Rhee, Chanu; Strich, Jeffrey R; Chiotos, Kathleen; Classen, David C; Cosgrove, Sara E; Greeno, Ron; Heil, Emily L; Kadri, Sameer S; Kalil, Andre C; Gilbert, David N; Masur, Henry; Septimus, Edward J; Sweeney, Daniel A; Terry, Aisha; Winslow, Dean L; Yealy, Donald M; Klompas, Michael.
Afiliação
  • Rhee C; Department of Population Medicine, Harvard Medical School/Harvard Pilgrim Health Care Institute, Boston, Massachusetts, USA.
  • Strich JR; Division of Infectious Diseases, Department of Medicine, Brigham and Women's Hospital, Boston, Massachusetts, USA.
  • Chiotos K; Critical Care Medicine Department, Clinical Center, National Institutes of Health, Bethesda, Maryland, USA.
  • Classen DC; Department of Anesthesiology and Critical Care Medicine, Children's Hospital of Philadelphia and University of Pennsylvania Perelman School of Medicine, Philadelphia, Pennsylvania, USA.
  • Cosgrove SE; Division of Epidemiology, Department of Medicine, University of Utah School of Medicine, Salt Lake City, Utah, USA.
  • Greeno R; Division of Infectious Diseases, Department of Medicine, Johns Hopkins University School of Medicine, Baltimore, Maryland, USA.
  • Heil EL; Society of Hospital Medicine, Philadelphia, Pennsylvania, USA.

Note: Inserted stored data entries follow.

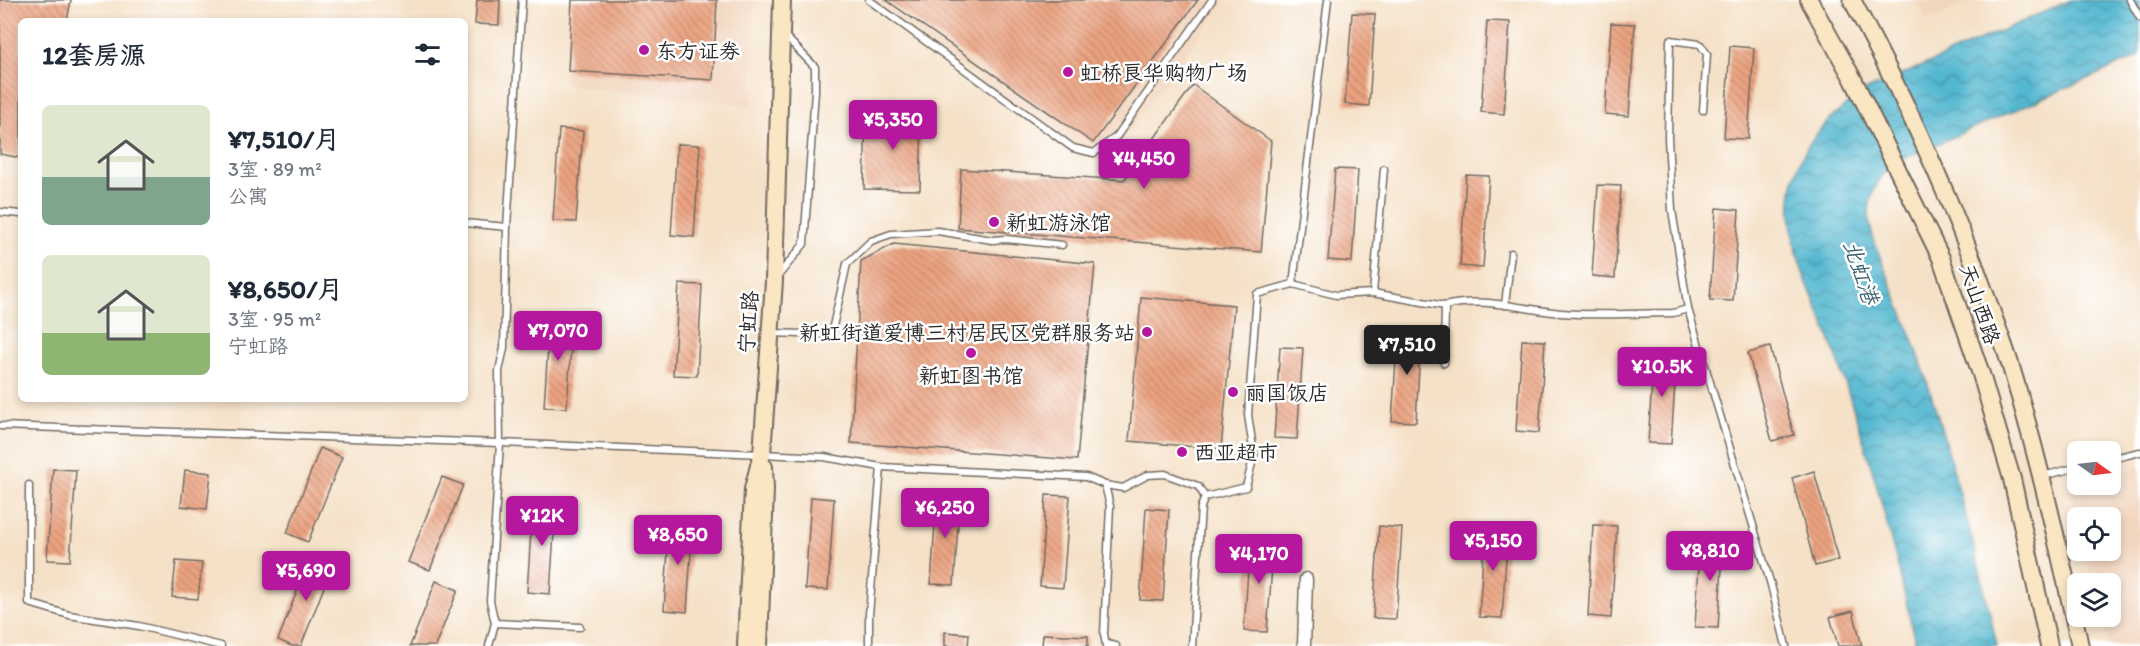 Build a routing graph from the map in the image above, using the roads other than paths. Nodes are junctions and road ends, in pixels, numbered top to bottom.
1 (522, 0) edge
2 (782, 0) edge
3 (869, 0) edge
4 (1212, 0) edge
5 (1328, 0) edge
6 (1809, 0) edge
7 (1852, 0) edge
8 (2130, 0) edge
9 (2140, 18) edge
10 (782, 32) junction
11 (1704, 110) dead end
12 (1384, 169) dead end
13 (0, 212) edge
14 (18, 214) edge
15 (468, 223) edge
16 (507, 227) junction
17 (1062, 245) dead end
18 (1511, 253) dead end
19 (774, 281) junction
20 (1293, 284) junction
21 (1373, 293) junction
22 (1505, 305) junction
23 (1445, 306) junction
24 (1688, 309) junction
25 (770, 333) junction
26 (1444, 363) dead end
27 (0, 426) edge
28 (500, 443) junction
29 (2140, 452) edge
30 (762, 454) junction
31 (2121, 456) edge
32 (881, 467) junction
33 (2067, 470) edge
34 (2041, 477) junction
35 (29, 485) dead end
36 (1105, 485) junction
37 (1205, 497) junction
38 (1306, 579) dead end
39 (495, 623) junction
40 (579, 627) dead end
41 (1106, 645) edge
42 (221, 646) edge
43 (489, 646) edge
44 (746, 646) edge
45 (759, 646) edge
46 (869, 646) edge
47 (1116, 646) edge
48 (1192, 646) edge
49 (1304, 646) edge
50 (1786, 646) edge
51 (2049, 646) edge
52 (2080, 646) edge

1 - 16 lane
2 - 10 main road, 宁虹路
3 - 4 lane
5 - 20 lane
6 - 51 main road, 天山西路
7 - 34 main road, 天山西路
8 - 9 lane
10 - 19 main road, 宁虹路
10 - 19 lane
11 - 24 lane
12 - 21 lane
13 - 14 lane
15 - 16 lane
16 - 28 lane
17 - 25 lane
18 - 22 lane
19 - 25 main road, 宁虹路
20 - 21 lane
20 - 37 lane
21 - 23 lane
22 - 23 lane
22 - 24 lane
23 - 26 lane
24 - 50 lane
25 - 30 main road, 宁虹路
27 - 28 lane
28 - 30 lane
28 - 39 lane
29 - 31 lane
30 - 32 lane
30 - 44 main road, 宁虹路
30 - 45 main road
32 - 36 lane
32 - 46 lane
33 - 34 lane
34 - 52 main road, 天山西路
35 - 42 lane
36 - 37 lane
36 - 41 lane
37 - 48 lane
38 - 49 street
39 - 40 lane
39 - 43 lane
41 - 47 lane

  • Kadri SS; Department of Practice, Sciences, and Health Outcomes Research, University of Maryland School of Pharmacy, Baltimore, Maryland, USA.
  • Kalil AC; Critical Care Medicine Department, Clinical Center, National Institutes of Health, Bethesda, Maryland, USA.
  • Gilbert DN; Division of Infectious Diseases, Department of Internal Medicine, University of Nebraska School of Medicine, Omaha, Nebraska, USA.
  • Masur H; Division of Infectious Diseases, Department of Medicine, Oregon Health and Science University, Portland, Oregon, USA.
  • Septimus EJ; Critical Care Medicine Department, Clinical Center, National Institutes of Health, Bethesda, Maryland, USA.
  • Sweeney DA; Department of Population Medicine, Harvard Medical School/Harvard Pilgrim Health Care Institute, Boston, Massachusetts, USA.
  • Terry A; Department of Internal Medicine, Texas A&M College of Medicine, Houston, Texas, USA.
  • Winslow DL; Division of Pulmonary and Critical Care Medicine, Department of Medicine, University of California San Diego School of Medicine, San Diego, California, USA.
  • Yealy DM; Department of Emergency Medicine, George Washington University School of Medicine, Washington D.C., USA.
  • Klompas M; Division of Infectious Diseases, Department of Medicine, Stanford University School of Medicine, Stanford, California, USA.
Clin Infect Dis ; 78(3): 505-513, 2024 03 20.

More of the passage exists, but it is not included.